Study material:
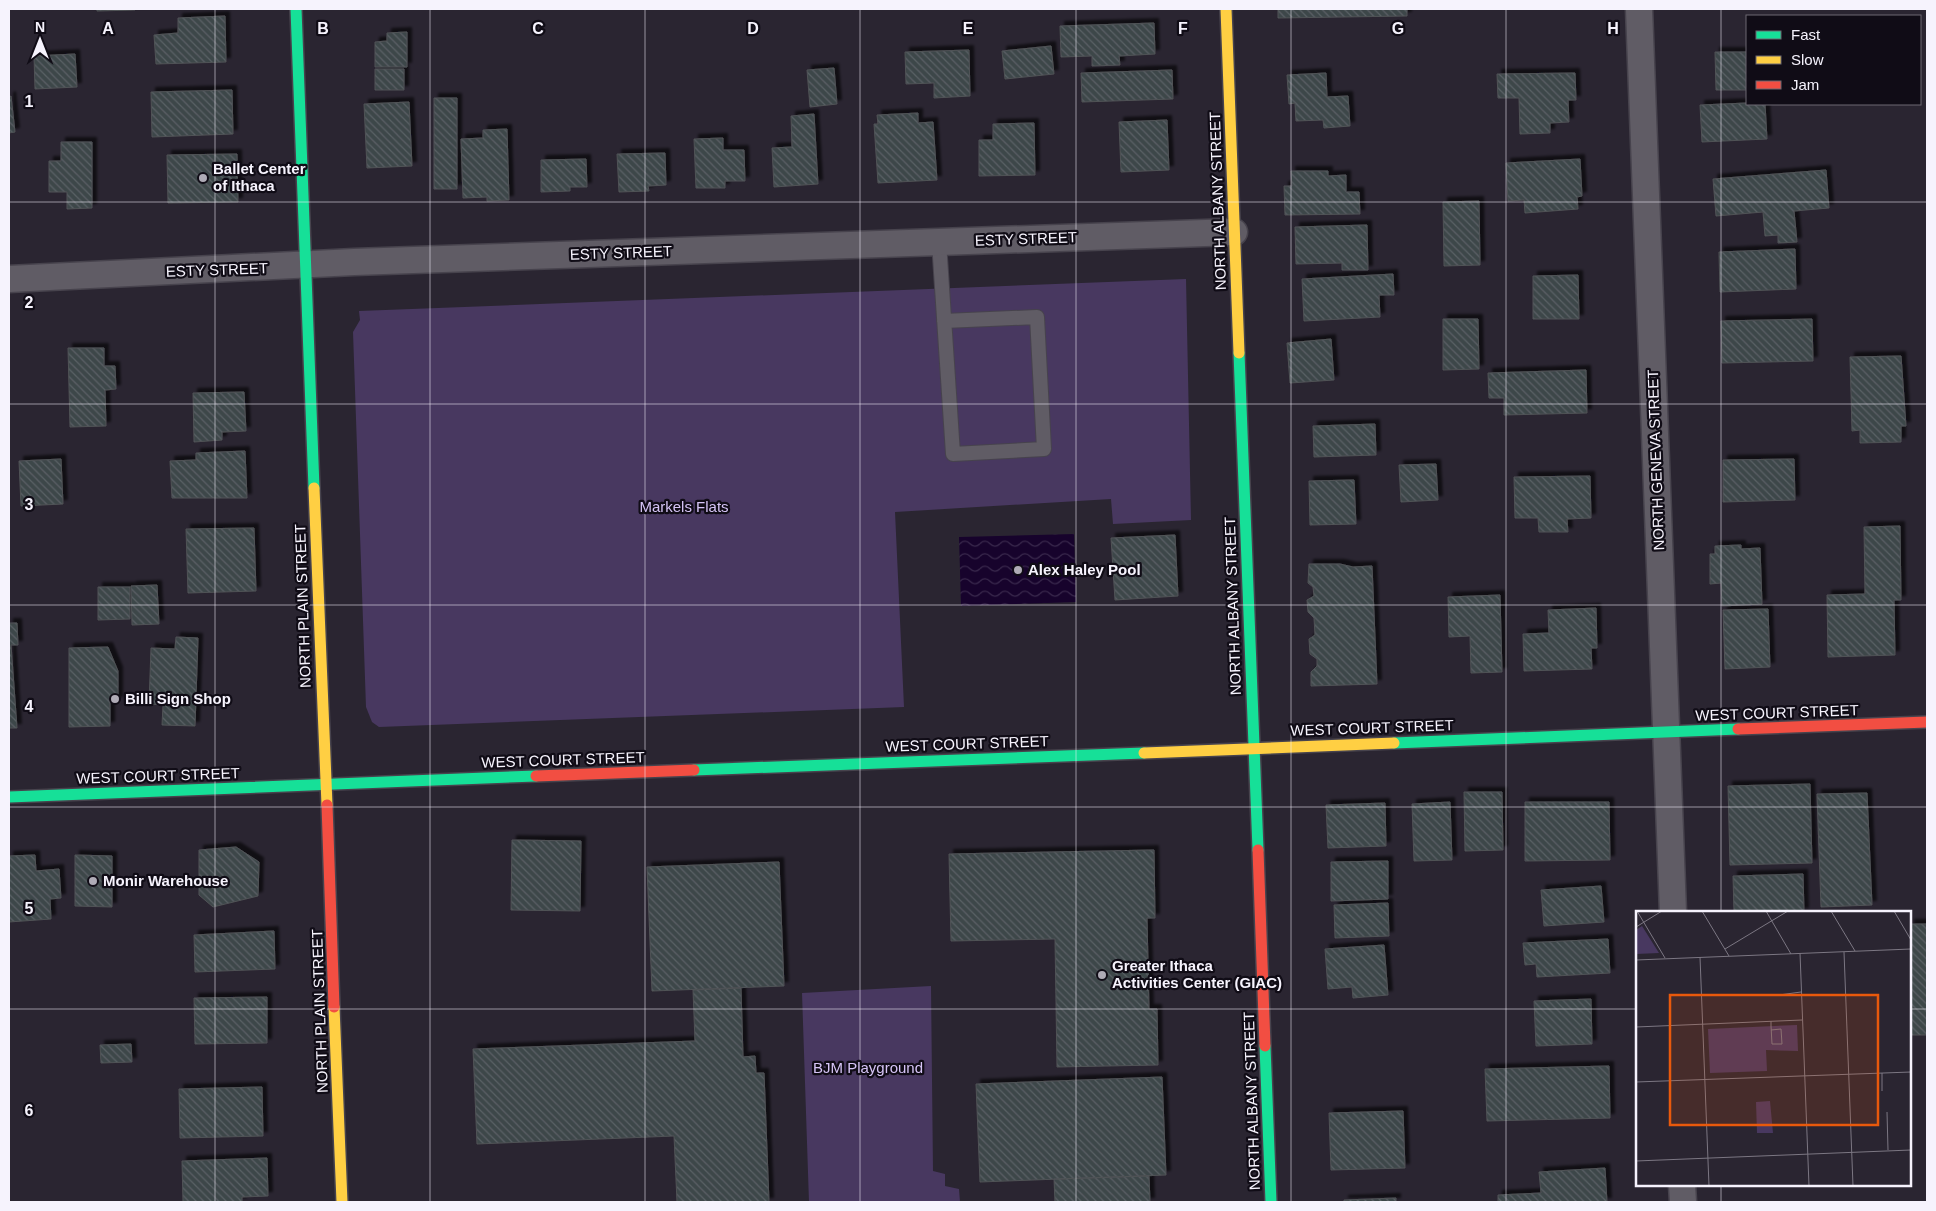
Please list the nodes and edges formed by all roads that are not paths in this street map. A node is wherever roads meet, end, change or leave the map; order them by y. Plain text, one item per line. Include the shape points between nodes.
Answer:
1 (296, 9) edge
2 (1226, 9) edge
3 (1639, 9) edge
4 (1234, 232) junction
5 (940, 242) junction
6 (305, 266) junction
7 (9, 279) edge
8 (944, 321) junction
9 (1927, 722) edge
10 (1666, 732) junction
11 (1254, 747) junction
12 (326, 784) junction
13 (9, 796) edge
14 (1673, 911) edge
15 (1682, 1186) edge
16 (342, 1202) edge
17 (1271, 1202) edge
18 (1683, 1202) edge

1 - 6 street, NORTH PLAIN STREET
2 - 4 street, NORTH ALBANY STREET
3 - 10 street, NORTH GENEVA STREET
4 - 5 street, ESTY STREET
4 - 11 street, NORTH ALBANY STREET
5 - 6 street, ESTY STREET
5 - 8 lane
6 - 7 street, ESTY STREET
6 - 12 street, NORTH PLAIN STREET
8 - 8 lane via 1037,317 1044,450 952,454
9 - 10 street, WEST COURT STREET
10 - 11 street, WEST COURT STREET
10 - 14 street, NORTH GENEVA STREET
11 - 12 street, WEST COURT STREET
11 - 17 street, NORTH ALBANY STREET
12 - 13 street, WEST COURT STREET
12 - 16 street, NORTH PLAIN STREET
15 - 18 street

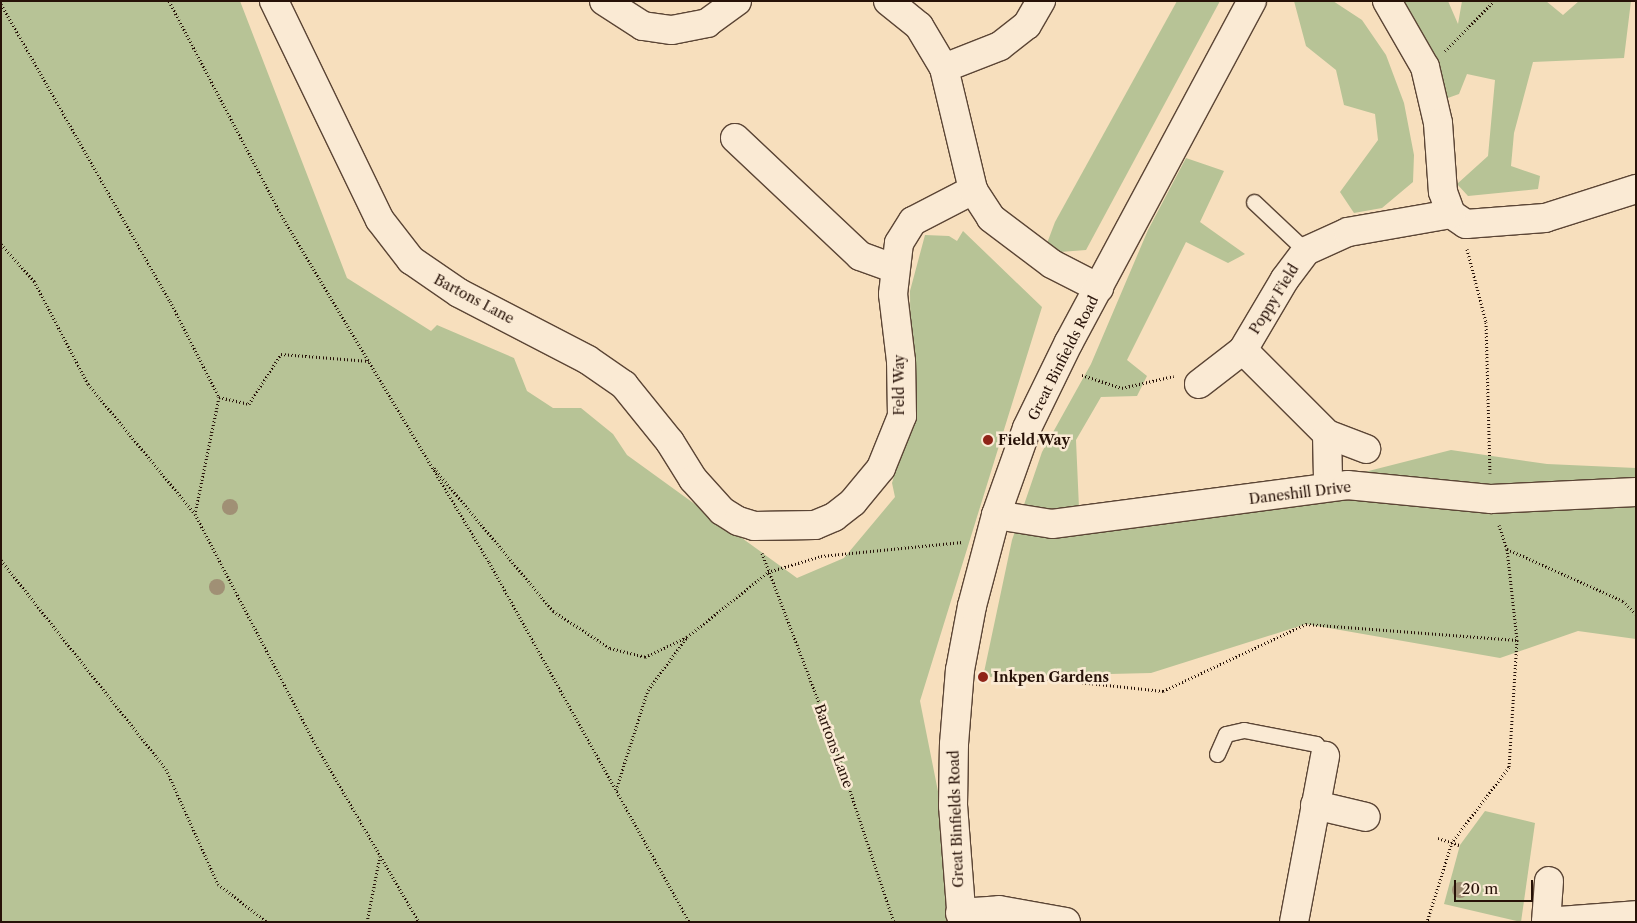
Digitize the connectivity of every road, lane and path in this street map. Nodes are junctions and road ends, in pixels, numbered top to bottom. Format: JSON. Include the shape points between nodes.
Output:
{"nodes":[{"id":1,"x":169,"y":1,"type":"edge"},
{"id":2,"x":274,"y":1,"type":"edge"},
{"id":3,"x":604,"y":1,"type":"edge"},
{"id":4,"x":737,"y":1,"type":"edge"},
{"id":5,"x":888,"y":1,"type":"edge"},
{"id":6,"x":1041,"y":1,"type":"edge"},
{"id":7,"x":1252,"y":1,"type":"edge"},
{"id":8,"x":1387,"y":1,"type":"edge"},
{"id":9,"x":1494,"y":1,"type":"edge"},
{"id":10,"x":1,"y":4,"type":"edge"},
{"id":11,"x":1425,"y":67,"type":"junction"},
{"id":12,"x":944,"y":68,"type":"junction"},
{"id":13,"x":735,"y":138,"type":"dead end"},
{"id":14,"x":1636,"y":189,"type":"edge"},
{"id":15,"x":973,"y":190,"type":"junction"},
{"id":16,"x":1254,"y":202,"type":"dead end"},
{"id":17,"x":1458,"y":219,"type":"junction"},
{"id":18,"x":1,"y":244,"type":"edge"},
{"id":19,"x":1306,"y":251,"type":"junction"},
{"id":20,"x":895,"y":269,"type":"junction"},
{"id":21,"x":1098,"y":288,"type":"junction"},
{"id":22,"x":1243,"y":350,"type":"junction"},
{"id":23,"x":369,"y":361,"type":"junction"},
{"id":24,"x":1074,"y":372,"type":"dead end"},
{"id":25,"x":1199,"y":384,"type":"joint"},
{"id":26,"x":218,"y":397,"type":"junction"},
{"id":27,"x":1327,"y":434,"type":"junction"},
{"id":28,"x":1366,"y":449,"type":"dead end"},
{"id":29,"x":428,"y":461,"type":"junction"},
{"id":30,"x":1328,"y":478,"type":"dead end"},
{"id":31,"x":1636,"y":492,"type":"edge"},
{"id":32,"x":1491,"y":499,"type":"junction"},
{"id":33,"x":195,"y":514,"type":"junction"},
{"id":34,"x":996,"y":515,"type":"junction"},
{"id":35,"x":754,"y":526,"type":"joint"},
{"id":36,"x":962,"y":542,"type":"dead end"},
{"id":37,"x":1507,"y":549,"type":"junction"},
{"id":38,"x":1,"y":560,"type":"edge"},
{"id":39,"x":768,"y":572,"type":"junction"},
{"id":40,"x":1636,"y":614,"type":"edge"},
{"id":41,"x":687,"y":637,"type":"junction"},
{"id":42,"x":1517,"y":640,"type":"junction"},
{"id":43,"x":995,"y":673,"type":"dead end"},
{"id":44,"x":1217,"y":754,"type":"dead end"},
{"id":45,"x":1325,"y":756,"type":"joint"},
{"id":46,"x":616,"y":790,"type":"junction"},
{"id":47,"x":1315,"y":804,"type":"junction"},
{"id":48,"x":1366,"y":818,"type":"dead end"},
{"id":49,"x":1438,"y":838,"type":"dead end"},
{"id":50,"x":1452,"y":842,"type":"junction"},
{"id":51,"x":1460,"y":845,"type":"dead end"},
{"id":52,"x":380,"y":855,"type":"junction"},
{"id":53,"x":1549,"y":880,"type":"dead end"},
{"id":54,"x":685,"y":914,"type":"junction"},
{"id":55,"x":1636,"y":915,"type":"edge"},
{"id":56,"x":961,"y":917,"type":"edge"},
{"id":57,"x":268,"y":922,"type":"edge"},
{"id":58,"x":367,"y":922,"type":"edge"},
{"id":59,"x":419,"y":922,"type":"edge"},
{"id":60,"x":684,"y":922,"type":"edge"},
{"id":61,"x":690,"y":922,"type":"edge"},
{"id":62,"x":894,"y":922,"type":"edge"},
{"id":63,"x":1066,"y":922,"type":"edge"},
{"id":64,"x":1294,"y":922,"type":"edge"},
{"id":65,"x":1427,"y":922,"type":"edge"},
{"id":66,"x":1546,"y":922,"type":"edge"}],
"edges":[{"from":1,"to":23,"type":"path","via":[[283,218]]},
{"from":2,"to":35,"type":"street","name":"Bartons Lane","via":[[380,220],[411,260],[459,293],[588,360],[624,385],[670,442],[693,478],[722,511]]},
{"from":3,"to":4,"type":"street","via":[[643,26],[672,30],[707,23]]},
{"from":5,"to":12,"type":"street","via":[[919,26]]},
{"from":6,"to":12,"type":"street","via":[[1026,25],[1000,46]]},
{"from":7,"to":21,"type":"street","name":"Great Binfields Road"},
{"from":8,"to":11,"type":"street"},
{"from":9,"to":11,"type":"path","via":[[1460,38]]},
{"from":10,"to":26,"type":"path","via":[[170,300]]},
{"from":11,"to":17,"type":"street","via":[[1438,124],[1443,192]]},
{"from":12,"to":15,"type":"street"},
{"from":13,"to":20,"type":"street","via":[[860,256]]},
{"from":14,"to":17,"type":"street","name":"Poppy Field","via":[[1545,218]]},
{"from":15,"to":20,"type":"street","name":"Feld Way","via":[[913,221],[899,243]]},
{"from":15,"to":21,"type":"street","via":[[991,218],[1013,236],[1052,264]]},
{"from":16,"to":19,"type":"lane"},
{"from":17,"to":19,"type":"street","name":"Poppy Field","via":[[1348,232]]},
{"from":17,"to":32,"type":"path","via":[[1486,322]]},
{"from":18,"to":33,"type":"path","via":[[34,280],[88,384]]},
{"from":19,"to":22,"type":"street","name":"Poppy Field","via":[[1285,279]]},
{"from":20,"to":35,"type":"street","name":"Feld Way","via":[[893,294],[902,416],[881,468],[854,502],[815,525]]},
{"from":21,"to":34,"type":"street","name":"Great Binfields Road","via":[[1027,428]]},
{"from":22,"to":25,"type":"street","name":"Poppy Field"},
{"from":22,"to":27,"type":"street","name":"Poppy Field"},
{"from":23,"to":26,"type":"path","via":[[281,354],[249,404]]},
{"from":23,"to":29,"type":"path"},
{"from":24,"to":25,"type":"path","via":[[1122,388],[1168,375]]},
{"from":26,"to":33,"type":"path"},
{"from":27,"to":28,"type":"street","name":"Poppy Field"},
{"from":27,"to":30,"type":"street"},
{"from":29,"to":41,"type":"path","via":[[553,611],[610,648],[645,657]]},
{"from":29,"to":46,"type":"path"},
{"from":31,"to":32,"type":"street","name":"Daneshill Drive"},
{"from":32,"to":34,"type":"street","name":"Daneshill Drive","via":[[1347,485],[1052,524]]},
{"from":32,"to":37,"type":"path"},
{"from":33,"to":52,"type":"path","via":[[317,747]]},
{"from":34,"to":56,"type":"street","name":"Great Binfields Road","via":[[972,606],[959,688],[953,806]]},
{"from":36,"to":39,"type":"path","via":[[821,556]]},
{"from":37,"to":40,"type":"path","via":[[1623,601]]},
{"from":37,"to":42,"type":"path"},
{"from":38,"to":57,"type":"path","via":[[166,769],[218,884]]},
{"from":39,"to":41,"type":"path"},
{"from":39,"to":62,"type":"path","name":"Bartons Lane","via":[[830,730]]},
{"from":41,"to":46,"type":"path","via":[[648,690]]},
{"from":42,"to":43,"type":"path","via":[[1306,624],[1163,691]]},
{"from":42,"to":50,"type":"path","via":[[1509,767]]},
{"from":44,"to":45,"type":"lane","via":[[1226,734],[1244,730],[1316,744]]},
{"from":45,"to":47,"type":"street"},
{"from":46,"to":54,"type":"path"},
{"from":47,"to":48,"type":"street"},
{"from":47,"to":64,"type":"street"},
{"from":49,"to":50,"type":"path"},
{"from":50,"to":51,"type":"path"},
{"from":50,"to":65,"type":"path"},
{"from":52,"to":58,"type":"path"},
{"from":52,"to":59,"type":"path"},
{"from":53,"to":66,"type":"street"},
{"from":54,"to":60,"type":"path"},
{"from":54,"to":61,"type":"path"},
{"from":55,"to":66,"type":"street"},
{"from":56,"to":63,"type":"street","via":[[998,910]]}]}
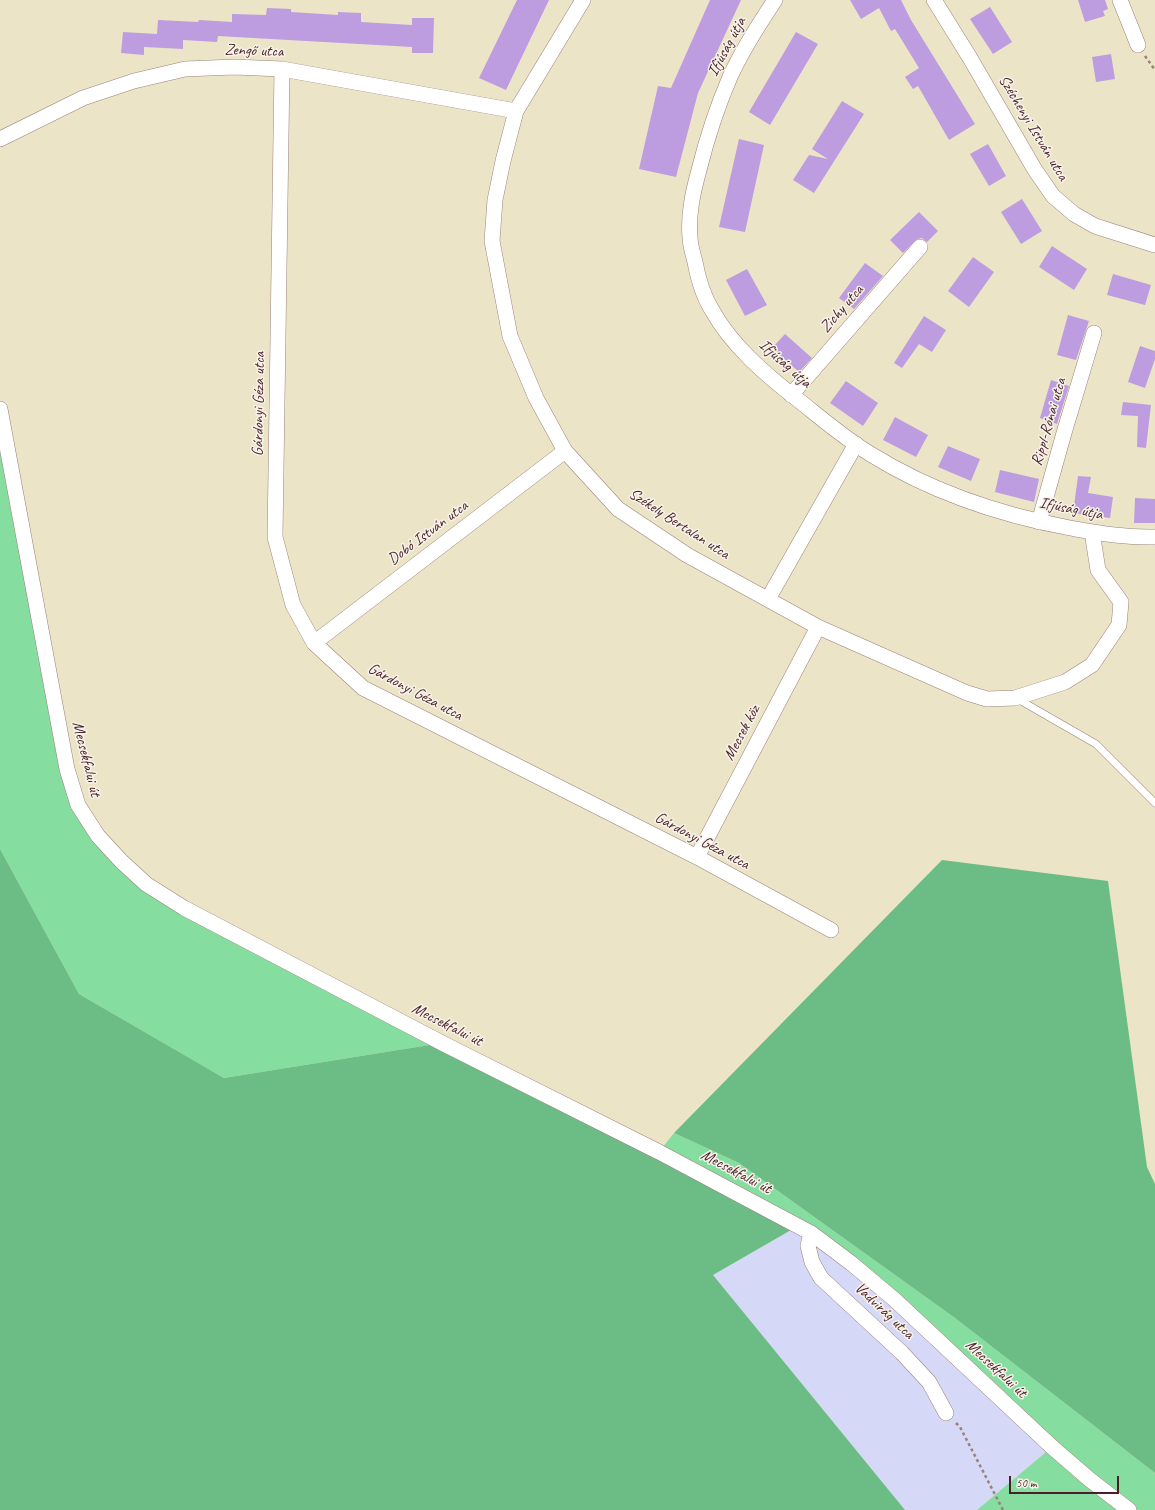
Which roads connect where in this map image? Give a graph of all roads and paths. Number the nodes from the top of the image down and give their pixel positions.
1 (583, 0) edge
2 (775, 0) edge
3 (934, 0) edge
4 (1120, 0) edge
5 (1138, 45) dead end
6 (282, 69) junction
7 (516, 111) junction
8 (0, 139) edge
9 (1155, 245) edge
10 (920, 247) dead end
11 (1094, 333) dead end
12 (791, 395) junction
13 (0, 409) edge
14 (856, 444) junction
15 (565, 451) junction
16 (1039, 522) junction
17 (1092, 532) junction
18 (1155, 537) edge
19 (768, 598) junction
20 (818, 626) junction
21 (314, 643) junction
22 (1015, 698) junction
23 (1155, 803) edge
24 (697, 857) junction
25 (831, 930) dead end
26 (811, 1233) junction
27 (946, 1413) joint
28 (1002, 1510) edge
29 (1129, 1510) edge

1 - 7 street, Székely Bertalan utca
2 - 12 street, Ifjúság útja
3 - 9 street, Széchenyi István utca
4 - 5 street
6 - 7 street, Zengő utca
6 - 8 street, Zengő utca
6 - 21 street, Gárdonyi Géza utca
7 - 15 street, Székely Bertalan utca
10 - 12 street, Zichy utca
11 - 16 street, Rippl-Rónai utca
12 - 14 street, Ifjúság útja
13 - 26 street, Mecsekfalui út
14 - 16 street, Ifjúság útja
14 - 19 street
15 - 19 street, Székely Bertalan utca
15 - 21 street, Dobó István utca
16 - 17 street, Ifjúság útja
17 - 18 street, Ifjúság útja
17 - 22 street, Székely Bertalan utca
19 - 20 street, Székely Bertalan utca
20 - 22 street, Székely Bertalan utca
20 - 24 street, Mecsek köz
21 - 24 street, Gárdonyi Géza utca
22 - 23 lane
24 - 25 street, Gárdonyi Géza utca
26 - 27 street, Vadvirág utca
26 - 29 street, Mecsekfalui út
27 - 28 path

Your goal: Repeat, exactly and only, the lines above from the one containing "Which roads connect" through the end of the material.

Answer area:
Which roads connect where in this map image? Give a graph of all roads and paths. Number the nodes from the top of the image down and give their pixel positions.
1 (583, 0) edge
2 (775, 0) edge
3 (934, 0) edge
4 (1120, 0) edge
5 (1138, 45) dead end
6 (282, 69) junction
7 (516, 111) junction
8 (0, 139) edge
9 (1155, 245) edge
10 (920, 247) dead end
11 (1094, 333) dead end
12 (791, 395) junction
13 (0, 409) edge
14 (856, 444) junction
15 (565, 451) junction
16 (1039, 522) junction
17 (1092, 532) junction
18 (1155, 537) edge
19 (768, 598) junction
20 (818, 626) junction
21 (314, 643) junction
22 (1015, 698) junction
23 (1155, 803) edge
24 (697, 857) junction
25 (831, 930) dead end
26 (811, 1233) junction
27 (946, 1413) joint
28 (1002, 1510) edge
29 (1129, 1510) edge

1 - 7 street, Székely Bertalan utca
2 - 12 street, Ifjúság útja
3 - 9 street, Széchenyi István utca
4 - 5 street
6 - 7 street, Zengő utca
6 - 8 street, Zengő utca
6 - 21 street, Gárdonyi Géza utca
7 - 15 street, Székely Bertalan utca
10 - 12 street, Zichy utca
11 - 16 street, Rippl-Rónai utca
12 - 14 street, Ifjúság útja
13 - 26 street, Mecsekfalui út
14 - 16 street, Ifjúság útja
14 - 19 street
15 - 19 street, Székely Bertalan utca
15 - 21 street, Dobó István utca
16 - 17 street, Ifjúság útja
17 - 18 street, Ifjúság útja
17 - 22 street, Székely Bertalan utca
19 - 20 street, Székely Bertalan utca
20 - 22 street, Székely Bertalan utca
20 - 24 street, Mecsek köz
21 - 24 street, Gárdonyi Géza utca
22 - 23 lane
24 - 25 street, Gárdonyi Géza utca
26 - 27 street, Vadvirág utca
26 - 29 street, Mecsekfalui út
27 - 28 path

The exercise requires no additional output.